TextField(tokenizer: Optional[Tokenizer] = None, lower: bool = False, pad_token: Optional[str] = '<pad>', unk_token: Optional[str] = '<unk>', sos_token: Optional[str] = None, eos_token: Optional[str] = None, embeddings: Optional[str] = None, embeddings_format: str = 'glove', embeddings_binary: bool = False, unk_init_all: bool = False, drop_unknown: bool = False)¶
Featurize raw text inputs
This class performs tokenization and numericalization, as well as decorating the input sequences with optional start and end tokens.

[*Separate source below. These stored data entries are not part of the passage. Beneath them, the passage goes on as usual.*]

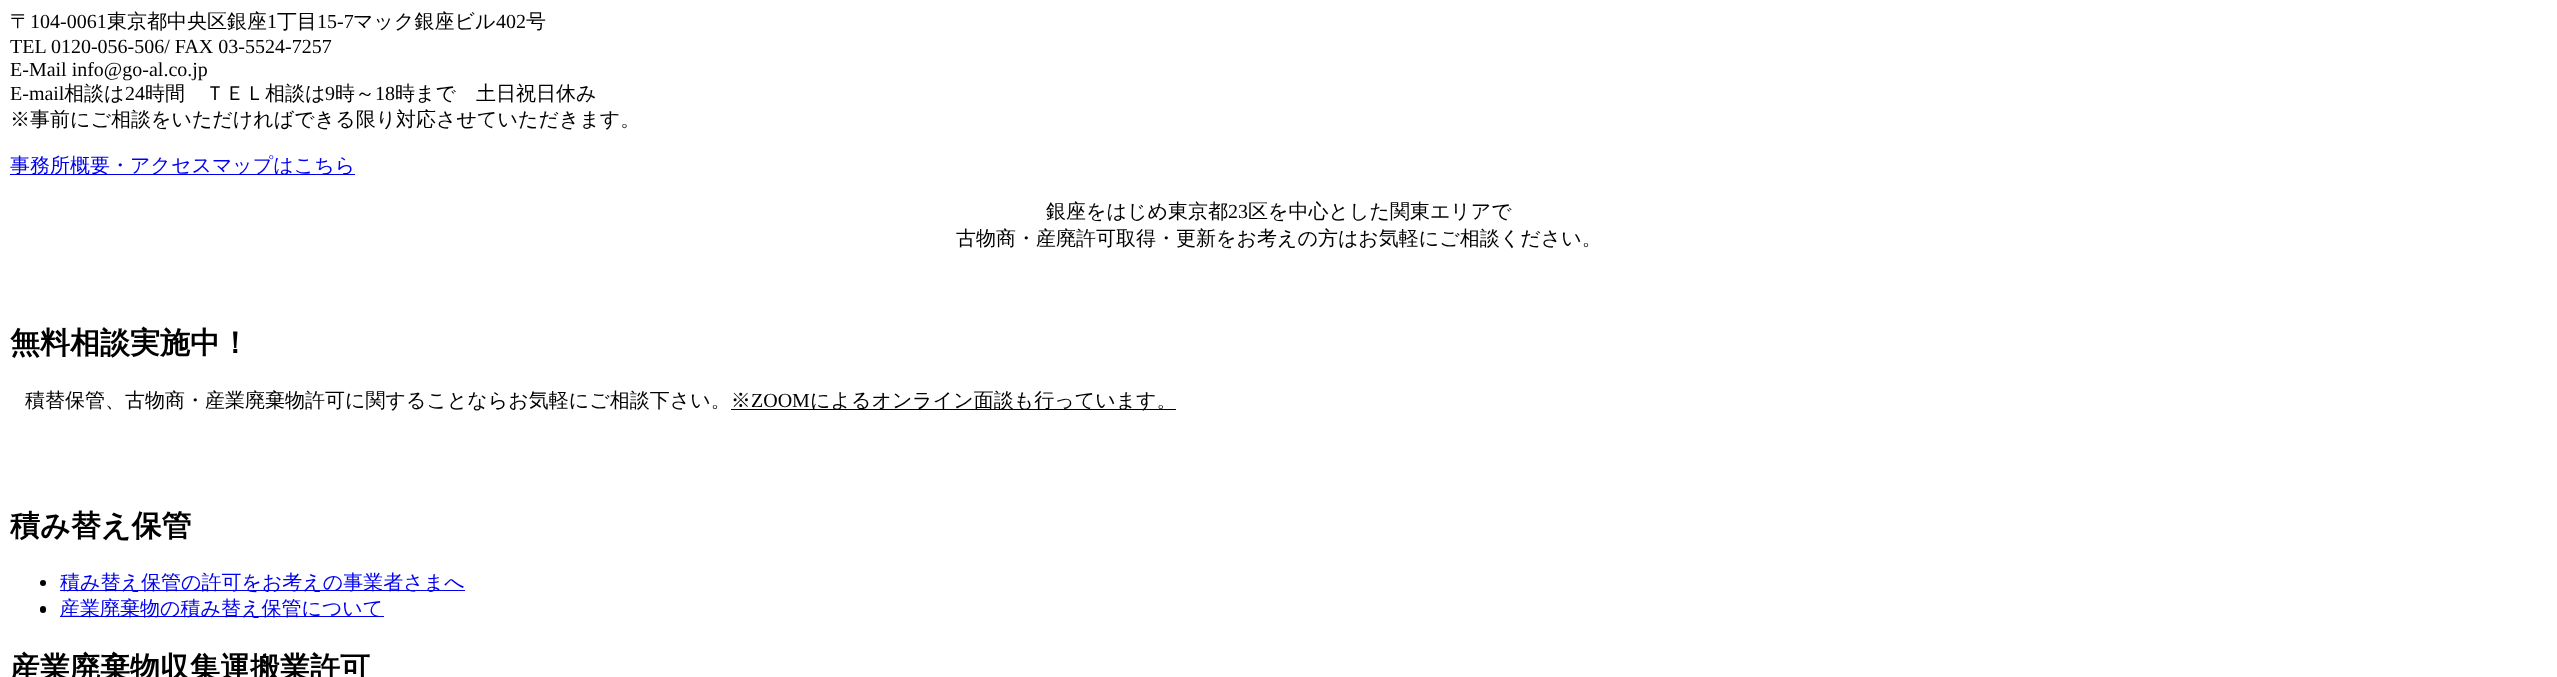 <svg xmlns="http://www.w3.org/2000/svg" width="2557" height="677">
<rect width="100%" height="100%" fill="#fff"/>
<text x="10" y="28" style="font-family:WenQuanYi Zen Hei;font-size:20px;font-weight:500;fill:#000">〒</text>
<text x="30" y="28" style="font-family:Liberation Serif;font-size:20px;fill:#000">104-0061</text>
<text x="107" y="28" style="font-family:WenQuanYi Zen Hei;font-size:20px;font-weight:500;fill:#000">東京都中央区銀座</text>
<text x="267" y="28" style="font-family:Liberation Serif;font-size:20px;fill:#000">1</text>
<text x="277" y="28" style="font-family:WenQuanYi Zen Hei;font-size:20px;font-weight:500;fill:#000">丁目</text>
<text x="317" y="28" style="font-family:Liberation Serif;font-size:20px;fill:#000">15-7</text>
<text x="353" y="28" style="font-family:WenQuanYi Zen Hei;font-size:20px;font-weight:500;fill:#000">マック銀座ビル</text>
<text x="496" y="28" style="font-family:Liberation Serif;font-size:20px;fill:#000">402</text>
<text x="526" y="28" style="font-family:WenQuanYi Zen Hei;font-size:20px;font-weight:500;fill:#000">号</text>
<text x="10" y="53" style="font-family:Liberation Serif;font-size:20px;fill:#000">TEL 0120-056-506/ FAX 03-5524-7257</text>
<text x="10" y="76" style="font-family:Liberation Serif;font-size:20px;fill:#000">E-Mail info@go-al.co.jp</text>
<text x="10" y="100" style="font-family:Liberation Serif;font-size:20px;fill:#000">E-mail</text>
<text x="64" y="100" style="font-family:WenQuanYi Zen Hei;font-size:20px;font-weight:500;fill:#000">相談は</text>
<text x="125" y="100" style="font-family:Liberation Serif;font-size:20px;fill:#000">24</text>
<text x="145" y="100" style="font-family:WenQuanYi Zen Hei;font-size:20px;font-weight:500;fill:#000">時間　ＴＥＬ相談は</text>
<text x="325" y="100" style="font-family:Liberation Serif;font-size:20px;fill:#000">9</text>
<text x="335" y="100" style="font-family:WenQuanYi Zen Hei;font-size:20px;font-weight:500;fill:#000">時～</text>
<text x="375" y="100" style="font-family:Liberation Serif;font-size:20px;fill:#000">18</text>
<text x="395" y="100" style="font-family:WenQuanYi Zen Hei;font-size:20px;font-weight:500;fill:#000">時まで　土日祝日休み</text>
<text x="10" y="126" style="font-family:WenQuanYi Zen Hei;font-size:20px;font-weight:500;fill:#000">※事前にご相談をいただければできる限り対応させていただきます。</text>
<rect x="10" y="174" width="345" height="1" fill="#00e"/>
<text x="10" y="172" style="font-family:WenQuanYi Zen Hei;font-size:20px;font-weight:500;fill:#00e">事務所概要・アクセスマップはこちら</text>
<text x="1046" y="218" style="font-family:WenQuanYi Zen Hei;font-size:20px;font-weight:500;fill:#000">銀座をはじめ東京都</text>
<text x="1228" y="218" style="font-family:Liberation Serif;font-size:20px;fill:#000">23</text>
<text x="1248" y="218" style="font-family:WenQuanYi Zen Hei;font-size:20px;font-weight:500;fill:#000">区を中心とした関東エリアで</text>
<text x="956" y="245" style="font-family:WenQuanYi Zen Hei;font-size:20px;font-weight:500;fill:#000">古物商・産廃許可取得・更新をお考えの方はお気軽にご相談ください。</text>
<text x="10" y="353" style="font-family:WenQuanYi Zen Hei;font-size:30px;font-weight:bold;fill:#000">無料相談実施中！</text>
<text x="25" y="407" style="font-family:WenQuanYi Zen Hei;font-size:20px;font-weight:500;fill:#000">積替保管、古物商・産業廃棄物許可に関することならお気軽にご相談下さい。※</text>
<text x="751" y="407" style="font-family:Liberation Serif;font-size:20px;fill:#000">ZOOM</text>
<rect x="731" y="409" width="445" height="1" fill="#000"/>
<text x="810" y="407" style="font-family:WenQuanYi Zen Hei;font-size:20px;font-weight:500;fill:#000">によるオンライン面談も行っています。</text>
<text x="10" y="536" style="font-family:WenQuanYi Zen Hei;font-size:30px;font-weight:bold;fill:#000">積み替え保管</text>
<circle cx="43" cy="583" r="3" fill="#000"/>
<rect x="60" y="590" width="405" height="1" fill="#00e"/>
<text x="60" y="589" style="font-family:WenQuanYi Zen Hei;font-size:20px;font-weight:500;fill:#00e">積み替え保管の許可をお考えの事業者さまへ</text>
<rect x="40" y="606" width="6" height="7" rx="3" fill="#000"/>
<rect x="60" y="616" width="324" height="1" fill="#00e"/>
<text x="60" y="615" style="font-family:WenQuanYi Zen Hei;font-size:20px;font-weight:500;fill:#00e">産業廃棄物の積み替え保管について</text>
<text x="10" y="678" style="font-family:WenQuanYi Zen Hei;font-size:30px;font-weight:bold;fill:#000">産業廃棄物収集運搬業許可</text>
</svg> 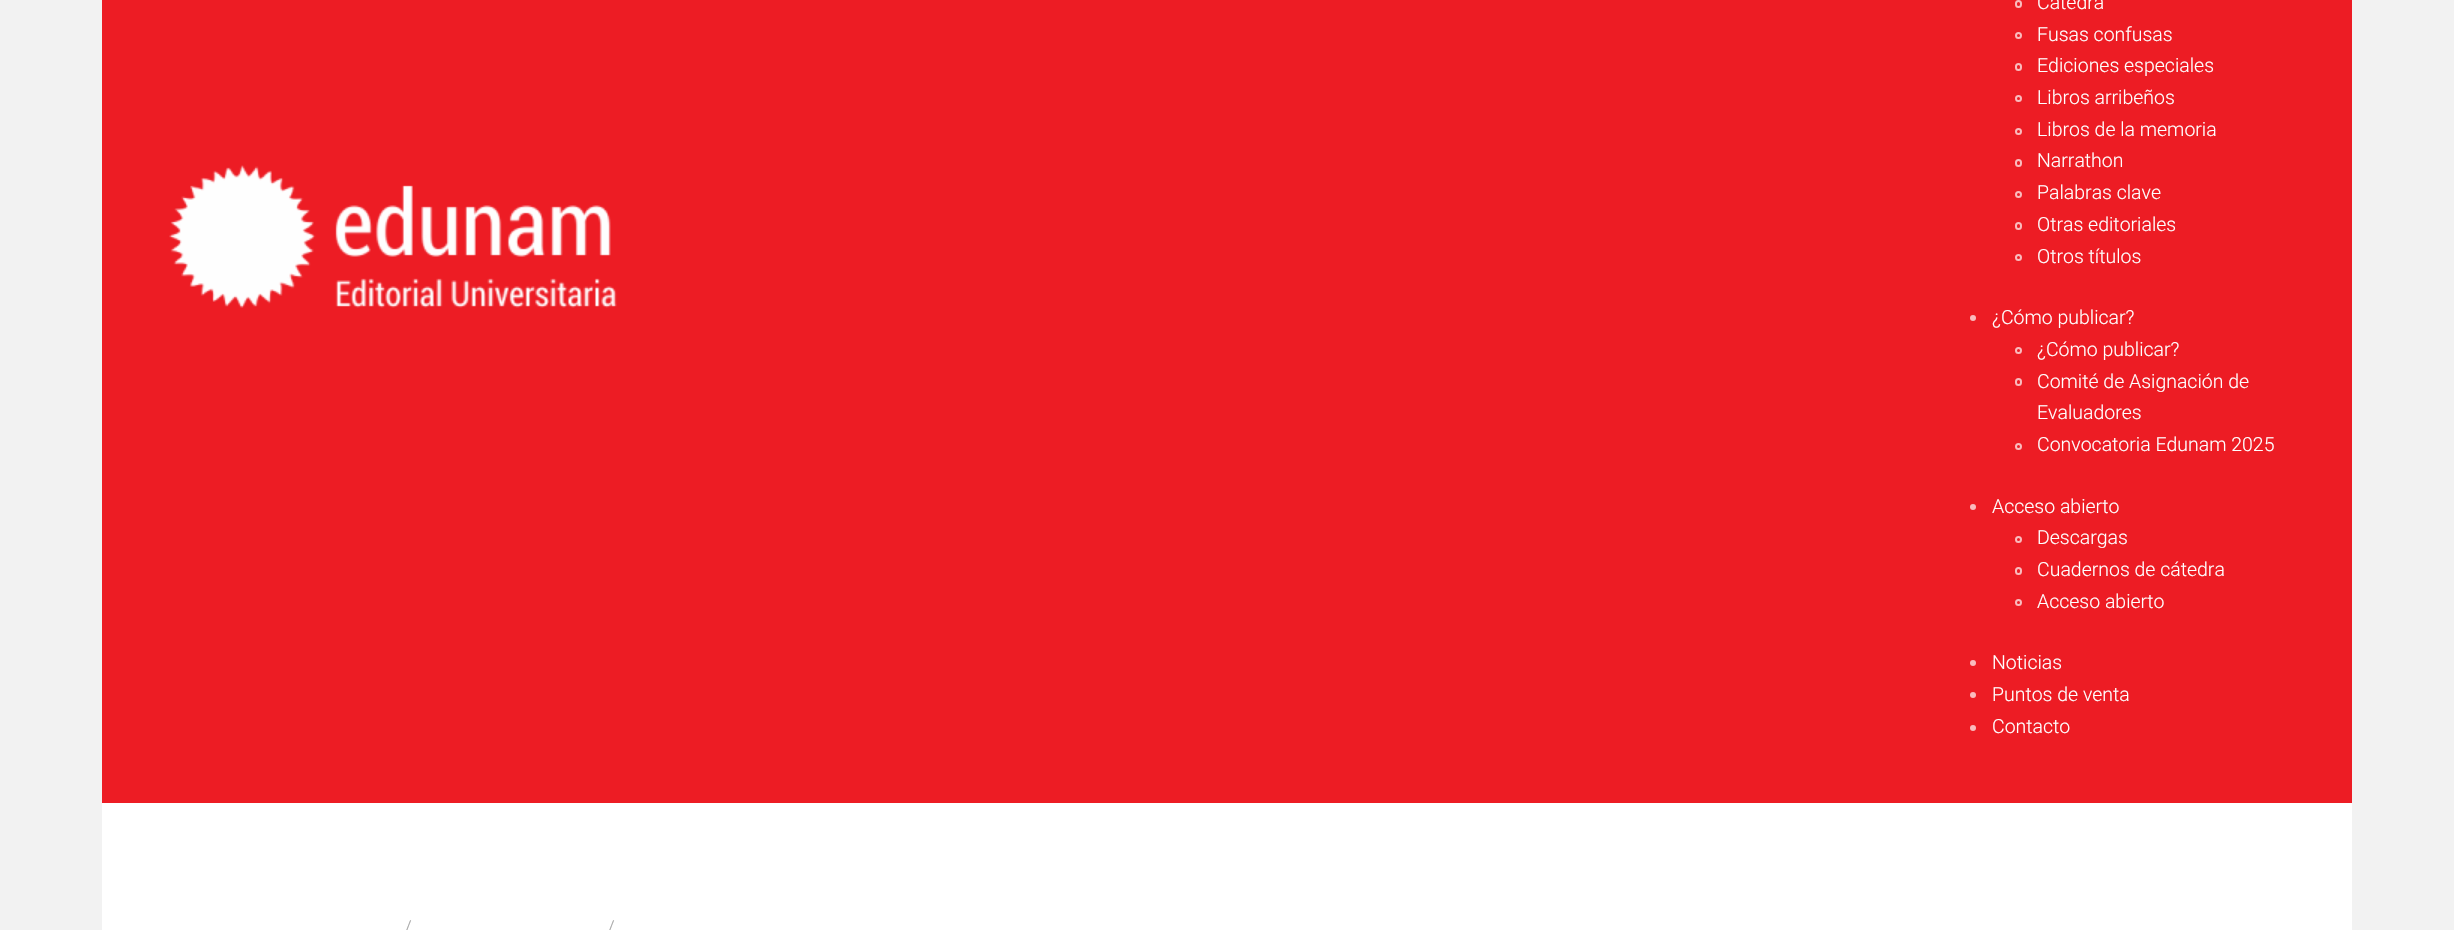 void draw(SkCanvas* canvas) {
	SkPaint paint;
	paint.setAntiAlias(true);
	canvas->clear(0xfff2f2f2);
	paint.setColor(0xffffffff);
	canvas->drawRect(SkRect::MakeXYWH(102, 803, 2250, 127), paint);
	paint.setColor(0xffed1c24);
	canvas->drawRect(SkRect::MakeXYWH(102, 0, 2250, 803), paint);
	canvas->drawImageRect(SkImages::DeferredFromEncodedData(SkData::MakeFromFileName("img1.png")), SkRect::MakeXYWH(169, 165, 448, 143), SkSamplingOptions());
	paint.setStroke(true);
	paint.setStrokeWidth(2);
	paint.setColor(0xfffabbbd);
	canvas->drawRoundRect(SkRect::MakeXYWH(2016, 1, 5, 6), 2.5, 2.5, paint);
	SkFont f1(fontMgr->matchFamilyStyle("Roboto", SkFontStyle(300, SkFontStyle::kNormal_Width, SkFontStyle::kUpright_Slant)), 19.5);
	f1.setSubpixel(true);
	paint.setStroke(false);
	paint.setColor(0xffffffff);
	canvas->drawString("Cátedra", 2037, 9, f1, paint);
	paint.setStroke(true);
	paint.setColor(0xfffabbbd);
	canvas->drawCircle(2018.5, 35.5, 2.5, paint);
	paint.setStroke(false);
	paint.setColor(0xffffffff);
	canvas->drawString("Fusas confusas", 2037, 41, f1, paint);
	paint.setStroke(true);
	paint.setColor(0xfffabbbd);
	canvas->drawRoundRect(SkRect::MakeXYWH(2016, 64, 5, 6), 2.5, 2.5, paint);
	paint.setStroke(false);
	paint.setColor(0xffffffff);
	canvas->drawString("Ediciones especiales", 2037, 72, f1, paint);
	paint.setStroke(true);
	paint.setColor(0xfffabbbd);
	canvas->drawCircle(2018.5, 98.5, 2.5, paint);
	paint.setStroke(false);
	paint.setColor(0xffffffff);
	canvas->drawString("Libros arribeños", 2037, 104, f1, paint);
	paint.setStroke(true);
	paint.setColor(0xfffabbbd);
	canvas->drawCircle(2018.5, 131.5, 2.5, paint);
	paint.setStroke(false);
	paint.setColor(0xffffffff);
	canvas->drawString("Libros de la memoria", 2037, 136, f1, paint);
	paint.setStroke(true);
	paint.setColor(0xfffabbbd);
	canvas->drawRoundRect(SkRect::MakeXYWH(2016, 160, 5, 6), 2.5, 2.5, paint);
	paint.setStroke(false);
	paint.setColor(0xffffffff);
	canvas->drawString("Narrathon", 2037, 167, f1, paint);
	paint.setStroke(true);
	paint.setColor(0xfffabbbd);
	canvas->drawCircle(2018.5, 194.5, 2.5, paint);
	paint.setStroke(false);
	paint.setColor(0xffffffff);
	canvas->drawString("Palabras clave", 2037, 199, f1, paint);
	paint.setStroke(true);
	paint.setColor(0xfffabbbd);
	canvas->drawRoundRect(SkRect::MakeXYWH(2016, 223, 5, 6), 2.5, 2.5, paint);
	paint.setStroke(false);
	paint.setColor(0xffffffff);
	canvas->drawString("Otras editoriales", 2037, 231, f1, paint);
	paint.setStroke(true);
	paint.setColor(0xfffabbbd);
	canvas->drawCircle(2018.5, 257.5, 2.5, paint);
	paint.setStroke(false);
	paint.setColor(0xffffffff);
	canvas->drawString("Otros títulos", 2037, 263, f1, paint);
	paint.setColor(0xfffabbbd);
	canvas->drawCircle(1973, 318, 3, paint);
	paint.setColor(0xffffffff);
	canvas->drawString("¿Cómo publicar?", 1992, 324, f1, paint);
	paint.setStroke(true);
	paint.setColor(0xfffabbbd);
	canvas->drawCircle(2018.5, 350.5, 2.5, paint);
	paint.setStroke(false);
	paint.setColor(0xffffffff);
	canvas->drawString("¿Cómo publicar?", 2037, 356, f1, paint);
	paint.setStroke(true);
	paint.setColor(0xfffabbbd);
	canvas->drawRoundRect(SkRect::MakeXYWH(2016, 379, 5, 6), 2.5, 2.5, paint);
	paint.setStroke(false);
	paint.setColor(0xffffffff);
	canvas->drawString("Comité de Asignación de", 2037, 388, f1, paint);
	canvas->drawString("Evaluadores", 2037, 419, f1, paint);
	paint.setStroke(true);
	paint.setColor(0xfffabbbd);
	canvas->drawCircle(2018.5, 446.5, 2.5, paint);
	paint.setStroke(false);
	paint.setColor(0xffffffff);
	canvas->drawString("Convocatoria Edunam 2025", 2037, 451, f1, paint);
	paint.setColor(0xfffabbbd);
	canvas->drawCircle(1973, 507, 3, paint);
	paint.setColor(0xffffffff);
	canvas->drawString("Acceso abierto", 1992, 513, f1, paint);
	paint.setStroke(true);
	paint.setColor(0xfffabbbd);
	canvas->drawCircle(2018.5, 539.5, 2.5, paint);
	paint.setStroke(false);
	paint.setColor(0xffffffff);
	canvas->drawString("Descargas", 2037, 544, f1, paint);
	paint.setStroke(true);
	paint.setColor(0xfffabbbd);
	canvas->drawRoundRect(SkRect::MakeXYWH(2016, 568, 5, 6), 2.5, 2.5, paint);
	paint.setStroke(false);
	paint.setColor(0xffffffff);
	canvas->drawString("Cuadernos de cátedra", 2037, 576, f1, paint);
	paint.setStroke(true);
	paint.setColor(0xfffabbbd);
	canvas->drawCircle(2018.5, 602.5, 2.5, paint);
	paint.setStroke(false);
	paint.setColor(0xffffffff);
	canvas->drawString("Acceso abierto", 2037, 608, f1, paint);
	paint.setColor(0xfffabbbd);
	canvas->drawCircle(1973, 663, 3, paint);
	paint.setColor(0xffffffff);
	canvas->drawString("Noticias", 1992, 669, f1, paint);
	paint.setColor(0xfffabbbd);
	canvas->drawCircle(1973, 695, 3, paint);
	paint.setColor(0xffffffff);
	canvas->drawString("Puntos de venta", 1992, 701, f1, paint);
	paint.setColor(0xfffabbbd);
	canvas->drawCircle(1973, 728, 3, paint);
	paint.setColor(0xffffffff);
	canvas->drawString("Contacto", 1992, 733, f1, paint);
	paint.setColor(0xffaaaaaa);
	canvas->drawString("/", 404, 934, f1, paint);
	canvas->drawString("/", 607, 934, f1, paint);
}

When a vocabulary is passed during initialiazation, it is used to map the the words to indices. However, the vocabulary can also be generated from input data, through the setup method. Once a vocabulary has been built, this object can also be used to load external pretrained embeddings.
The pad, unk, sos and eos tokens, when given, are assigned the first indices in the vocabulary, in that order. This means, that whenever a pad token is specified, it will always use the 0 index.
Get the vocabulary length.
Returns: The length of the vocabulary Return type: int
setup(self, *data: np.ndarray)¶
Build the vocabulary and sets embeddings.
Parameters: data (Iterable[str]) – List of input strings.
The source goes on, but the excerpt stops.